After a POST, should I do a 302 or a 303 redirect?

Kyle picture Kyle · Feb 26, 2011 · Viewed 20.5k times · Source

A common scenario for a web app is to redirect after a POST that modifies the database. Like redirecting to the newly created database object after the user creates it.

It seems like most web apps use 302 redirects, but 303 seems to be the correct thing to do according to the specification if you want the url specified in the redirect to be fetched with GET. Technically, with a 302, the browser is supposed to fetch the specified url with the same method that the original url was fetched with, which would be POST. Most browsers don't do that though.

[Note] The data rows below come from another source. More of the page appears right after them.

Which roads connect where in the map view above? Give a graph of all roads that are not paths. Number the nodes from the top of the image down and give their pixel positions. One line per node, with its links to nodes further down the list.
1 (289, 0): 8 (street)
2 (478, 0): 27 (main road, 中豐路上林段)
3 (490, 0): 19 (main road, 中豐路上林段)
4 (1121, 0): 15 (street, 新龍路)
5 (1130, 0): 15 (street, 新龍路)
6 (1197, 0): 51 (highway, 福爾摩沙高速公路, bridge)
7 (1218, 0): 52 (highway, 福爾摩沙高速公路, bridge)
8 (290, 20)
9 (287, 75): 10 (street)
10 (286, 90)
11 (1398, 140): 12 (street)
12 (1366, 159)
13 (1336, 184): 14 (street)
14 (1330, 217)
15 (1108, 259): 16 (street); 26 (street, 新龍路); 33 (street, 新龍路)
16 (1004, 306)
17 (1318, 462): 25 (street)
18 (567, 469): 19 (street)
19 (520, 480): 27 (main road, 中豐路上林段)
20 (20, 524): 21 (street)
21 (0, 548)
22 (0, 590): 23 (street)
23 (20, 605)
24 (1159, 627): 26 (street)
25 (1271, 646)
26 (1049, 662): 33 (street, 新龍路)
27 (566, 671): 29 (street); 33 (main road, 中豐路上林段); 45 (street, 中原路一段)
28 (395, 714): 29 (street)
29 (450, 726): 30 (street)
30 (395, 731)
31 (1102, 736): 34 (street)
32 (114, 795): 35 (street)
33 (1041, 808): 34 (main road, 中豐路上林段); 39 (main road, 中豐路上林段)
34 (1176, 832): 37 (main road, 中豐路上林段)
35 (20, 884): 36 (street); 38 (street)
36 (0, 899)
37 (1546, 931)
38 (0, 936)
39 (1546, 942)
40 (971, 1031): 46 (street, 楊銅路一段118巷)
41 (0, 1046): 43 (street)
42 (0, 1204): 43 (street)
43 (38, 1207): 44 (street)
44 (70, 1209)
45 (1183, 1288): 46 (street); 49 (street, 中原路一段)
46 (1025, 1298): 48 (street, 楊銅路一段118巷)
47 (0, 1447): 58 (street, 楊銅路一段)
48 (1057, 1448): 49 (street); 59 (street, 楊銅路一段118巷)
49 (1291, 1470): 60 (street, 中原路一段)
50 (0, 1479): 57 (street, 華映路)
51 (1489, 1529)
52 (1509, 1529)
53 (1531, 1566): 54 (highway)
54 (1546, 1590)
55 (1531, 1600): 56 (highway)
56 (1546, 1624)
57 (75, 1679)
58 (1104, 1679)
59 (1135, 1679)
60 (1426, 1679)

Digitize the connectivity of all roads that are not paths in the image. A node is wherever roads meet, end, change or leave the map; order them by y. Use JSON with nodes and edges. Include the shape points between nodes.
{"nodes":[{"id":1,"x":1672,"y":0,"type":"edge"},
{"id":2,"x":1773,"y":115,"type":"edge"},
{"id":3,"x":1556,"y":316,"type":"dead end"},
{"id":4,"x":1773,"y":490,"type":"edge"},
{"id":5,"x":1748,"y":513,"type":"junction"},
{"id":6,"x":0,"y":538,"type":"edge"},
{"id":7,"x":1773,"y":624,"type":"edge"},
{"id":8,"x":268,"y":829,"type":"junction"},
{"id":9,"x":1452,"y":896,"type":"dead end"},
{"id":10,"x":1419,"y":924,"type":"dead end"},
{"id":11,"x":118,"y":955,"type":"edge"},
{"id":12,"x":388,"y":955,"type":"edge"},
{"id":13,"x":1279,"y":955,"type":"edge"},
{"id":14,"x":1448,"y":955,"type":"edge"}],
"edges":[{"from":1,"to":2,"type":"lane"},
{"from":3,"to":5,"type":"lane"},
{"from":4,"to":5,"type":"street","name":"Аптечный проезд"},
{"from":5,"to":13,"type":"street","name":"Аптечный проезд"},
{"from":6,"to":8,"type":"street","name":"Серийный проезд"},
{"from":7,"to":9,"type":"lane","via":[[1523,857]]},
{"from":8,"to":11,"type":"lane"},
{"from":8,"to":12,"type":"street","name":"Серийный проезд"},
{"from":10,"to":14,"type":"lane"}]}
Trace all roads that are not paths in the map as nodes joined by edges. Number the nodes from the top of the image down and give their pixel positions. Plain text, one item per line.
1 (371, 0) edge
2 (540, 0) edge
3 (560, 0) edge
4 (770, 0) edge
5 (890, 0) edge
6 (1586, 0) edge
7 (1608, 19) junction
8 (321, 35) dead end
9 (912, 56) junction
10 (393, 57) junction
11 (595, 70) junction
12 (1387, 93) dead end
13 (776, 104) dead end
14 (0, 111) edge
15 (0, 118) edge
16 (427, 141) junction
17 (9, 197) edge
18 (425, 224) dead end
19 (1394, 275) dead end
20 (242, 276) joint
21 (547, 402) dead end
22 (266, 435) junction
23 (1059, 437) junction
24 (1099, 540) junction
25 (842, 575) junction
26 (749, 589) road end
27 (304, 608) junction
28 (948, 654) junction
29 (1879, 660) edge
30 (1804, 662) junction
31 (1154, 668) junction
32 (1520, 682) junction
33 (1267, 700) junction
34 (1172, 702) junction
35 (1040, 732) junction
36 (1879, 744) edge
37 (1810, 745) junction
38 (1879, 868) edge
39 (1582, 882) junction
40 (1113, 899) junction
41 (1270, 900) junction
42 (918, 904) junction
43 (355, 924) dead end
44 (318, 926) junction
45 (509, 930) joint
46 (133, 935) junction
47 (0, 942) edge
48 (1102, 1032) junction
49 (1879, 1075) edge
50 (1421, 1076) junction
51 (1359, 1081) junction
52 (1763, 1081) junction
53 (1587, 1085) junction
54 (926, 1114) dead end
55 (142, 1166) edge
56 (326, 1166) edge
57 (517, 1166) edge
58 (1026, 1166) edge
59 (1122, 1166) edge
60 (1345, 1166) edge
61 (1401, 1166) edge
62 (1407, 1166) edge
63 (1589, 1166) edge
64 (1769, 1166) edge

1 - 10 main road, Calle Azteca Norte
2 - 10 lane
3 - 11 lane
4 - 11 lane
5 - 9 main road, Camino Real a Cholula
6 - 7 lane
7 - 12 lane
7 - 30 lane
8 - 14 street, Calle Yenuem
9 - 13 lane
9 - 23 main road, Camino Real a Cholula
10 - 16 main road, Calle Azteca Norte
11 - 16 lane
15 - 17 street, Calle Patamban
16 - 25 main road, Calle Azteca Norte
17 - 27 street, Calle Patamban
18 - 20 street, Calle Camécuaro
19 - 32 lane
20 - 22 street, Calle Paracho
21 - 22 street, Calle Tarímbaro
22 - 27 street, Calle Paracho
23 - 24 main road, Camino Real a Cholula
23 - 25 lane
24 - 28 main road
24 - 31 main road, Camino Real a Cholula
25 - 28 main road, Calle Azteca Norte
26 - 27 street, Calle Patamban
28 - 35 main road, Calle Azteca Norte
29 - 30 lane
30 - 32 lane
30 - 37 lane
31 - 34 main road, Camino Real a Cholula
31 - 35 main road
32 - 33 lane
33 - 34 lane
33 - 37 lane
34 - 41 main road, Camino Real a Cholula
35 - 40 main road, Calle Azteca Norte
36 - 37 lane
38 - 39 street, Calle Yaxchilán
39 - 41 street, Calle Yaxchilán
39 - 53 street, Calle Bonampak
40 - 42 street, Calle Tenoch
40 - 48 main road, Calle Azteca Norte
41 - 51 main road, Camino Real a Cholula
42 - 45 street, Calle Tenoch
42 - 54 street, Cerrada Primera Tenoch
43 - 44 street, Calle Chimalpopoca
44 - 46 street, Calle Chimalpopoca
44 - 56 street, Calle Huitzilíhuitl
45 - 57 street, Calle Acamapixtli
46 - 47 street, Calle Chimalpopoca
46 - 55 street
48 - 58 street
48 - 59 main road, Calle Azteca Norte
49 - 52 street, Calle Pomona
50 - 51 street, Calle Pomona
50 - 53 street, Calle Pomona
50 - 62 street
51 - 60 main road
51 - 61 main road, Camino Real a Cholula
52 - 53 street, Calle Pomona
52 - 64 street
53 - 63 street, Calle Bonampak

302 - http://www.w3.org/Protocols/rfc2616/rfc2616-sec10.html#sec10.3.3

303 - http://www.w3.org/Protocols/rfc2616/rfc2616-sec10.html#sec10.3.4

So should I be using 302 or 303?

Answer

Kornel picture Kornel · Jul 22, 2011

The correct one is 303.

I use it and haven't found any compatibility problems with UAs newer than Netscape 4 (1998, released 17 years ago).

If you use 302, you're risking that UA will re-send POST to the new URL instead of switching to GET.

Still, if you're worried about HTTP/1.0 clients (which don't support vhosts and probably won't be able to access your page anyway) then you should include HTML with link to the new page in body of the 303 response (web servers like Apache do that already).